→ **EXERCISE DIRECTIONS**
List, from the lines below, each one with "void" in it.

*****

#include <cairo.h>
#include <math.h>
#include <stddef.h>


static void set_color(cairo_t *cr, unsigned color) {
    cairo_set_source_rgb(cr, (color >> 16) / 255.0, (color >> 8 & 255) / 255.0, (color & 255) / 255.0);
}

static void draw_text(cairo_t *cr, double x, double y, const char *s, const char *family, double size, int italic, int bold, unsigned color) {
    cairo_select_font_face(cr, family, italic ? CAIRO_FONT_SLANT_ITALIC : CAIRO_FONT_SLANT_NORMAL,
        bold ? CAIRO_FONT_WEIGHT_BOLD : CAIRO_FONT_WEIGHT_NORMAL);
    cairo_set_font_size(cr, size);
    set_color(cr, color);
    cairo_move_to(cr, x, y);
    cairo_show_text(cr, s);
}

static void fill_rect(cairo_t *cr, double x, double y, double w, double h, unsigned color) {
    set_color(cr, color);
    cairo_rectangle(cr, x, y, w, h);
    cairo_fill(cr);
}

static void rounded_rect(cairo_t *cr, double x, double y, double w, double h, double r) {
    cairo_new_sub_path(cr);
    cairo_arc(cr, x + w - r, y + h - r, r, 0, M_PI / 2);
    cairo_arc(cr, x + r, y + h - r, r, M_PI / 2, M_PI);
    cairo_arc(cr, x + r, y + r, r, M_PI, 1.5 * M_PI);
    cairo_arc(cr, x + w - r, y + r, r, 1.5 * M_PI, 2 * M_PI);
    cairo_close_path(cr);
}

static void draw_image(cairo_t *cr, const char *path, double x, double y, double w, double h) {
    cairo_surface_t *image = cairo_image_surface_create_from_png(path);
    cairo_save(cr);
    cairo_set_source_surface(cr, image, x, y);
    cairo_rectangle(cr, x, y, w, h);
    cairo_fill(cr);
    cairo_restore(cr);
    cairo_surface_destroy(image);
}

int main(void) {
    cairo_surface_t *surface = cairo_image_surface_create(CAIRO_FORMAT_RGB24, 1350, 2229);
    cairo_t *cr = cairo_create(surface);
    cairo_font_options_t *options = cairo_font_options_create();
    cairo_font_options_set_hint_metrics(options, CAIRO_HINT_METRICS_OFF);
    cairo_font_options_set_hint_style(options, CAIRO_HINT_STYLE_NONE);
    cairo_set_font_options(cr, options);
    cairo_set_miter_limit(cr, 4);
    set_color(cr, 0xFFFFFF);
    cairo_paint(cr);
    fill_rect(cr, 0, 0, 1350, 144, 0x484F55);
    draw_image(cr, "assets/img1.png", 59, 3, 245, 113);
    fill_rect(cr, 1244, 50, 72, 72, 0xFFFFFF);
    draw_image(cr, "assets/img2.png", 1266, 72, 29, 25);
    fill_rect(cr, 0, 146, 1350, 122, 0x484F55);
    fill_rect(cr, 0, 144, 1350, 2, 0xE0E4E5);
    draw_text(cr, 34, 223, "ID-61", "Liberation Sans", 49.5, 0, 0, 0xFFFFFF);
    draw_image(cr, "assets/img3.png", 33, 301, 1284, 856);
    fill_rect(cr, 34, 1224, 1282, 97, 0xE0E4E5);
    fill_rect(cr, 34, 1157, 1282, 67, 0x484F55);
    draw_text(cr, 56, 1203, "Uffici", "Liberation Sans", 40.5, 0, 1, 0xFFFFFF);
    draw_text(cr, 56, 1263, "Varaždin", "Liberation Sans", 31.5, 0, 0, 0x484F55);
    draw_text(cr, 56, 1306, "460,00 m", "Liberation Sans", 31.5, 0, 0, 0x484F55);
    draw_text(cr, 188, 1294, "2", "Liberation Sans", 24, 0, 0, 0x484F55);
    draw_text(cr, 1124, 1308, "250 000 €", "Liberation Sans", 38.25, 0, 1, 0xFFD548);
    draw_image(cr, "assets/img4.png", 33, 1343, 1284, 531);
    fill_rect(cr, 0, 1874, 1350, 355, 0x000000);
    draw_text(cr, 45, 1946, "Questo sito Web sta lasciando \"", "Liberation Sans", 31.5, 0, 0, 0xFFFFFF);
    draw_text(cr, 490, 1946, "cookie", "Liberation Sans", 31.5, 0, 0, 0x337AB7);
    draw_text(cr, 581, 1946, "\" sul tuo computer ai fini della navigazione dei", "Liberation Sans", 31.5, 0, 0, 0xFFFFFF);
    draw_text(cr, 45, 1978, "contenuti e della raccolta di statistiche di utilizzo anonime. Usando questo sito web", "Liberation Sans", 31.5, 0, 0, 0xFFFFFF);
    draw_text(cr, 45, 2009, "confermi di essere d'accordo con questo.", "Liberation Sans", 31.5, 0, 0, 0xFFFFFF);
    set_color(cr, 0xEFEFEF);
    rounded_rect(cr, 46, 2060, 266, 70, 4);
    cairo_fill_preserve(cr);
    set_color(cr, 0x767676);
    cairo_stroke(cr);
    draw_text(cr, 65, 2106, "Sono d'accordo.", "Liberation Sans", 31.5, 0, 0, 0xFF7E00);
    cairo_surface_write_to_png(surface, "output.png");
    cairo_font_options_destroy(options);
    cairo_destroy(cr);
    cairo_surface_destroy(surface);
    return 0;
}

*****

→ **RESULT OF THIS EXERCISE**
static void set_color(cairo_t *cr, unsigned color) {
static void draw_text(cairo_t *cr, double x, double y, const char *s, const char *family, double size, int italic, int bold, unsigned color) {
static void fill_rect(cairo_t *cr, double x, double y, double w, double h, unsigned color) {
static void rounded_rect(cairo_t *cr, double x, double y, double w, double h, double r) {
static void draw_image(cairo_t *cr, const char *path, double x, double y, double w, double h) {
int main(void) {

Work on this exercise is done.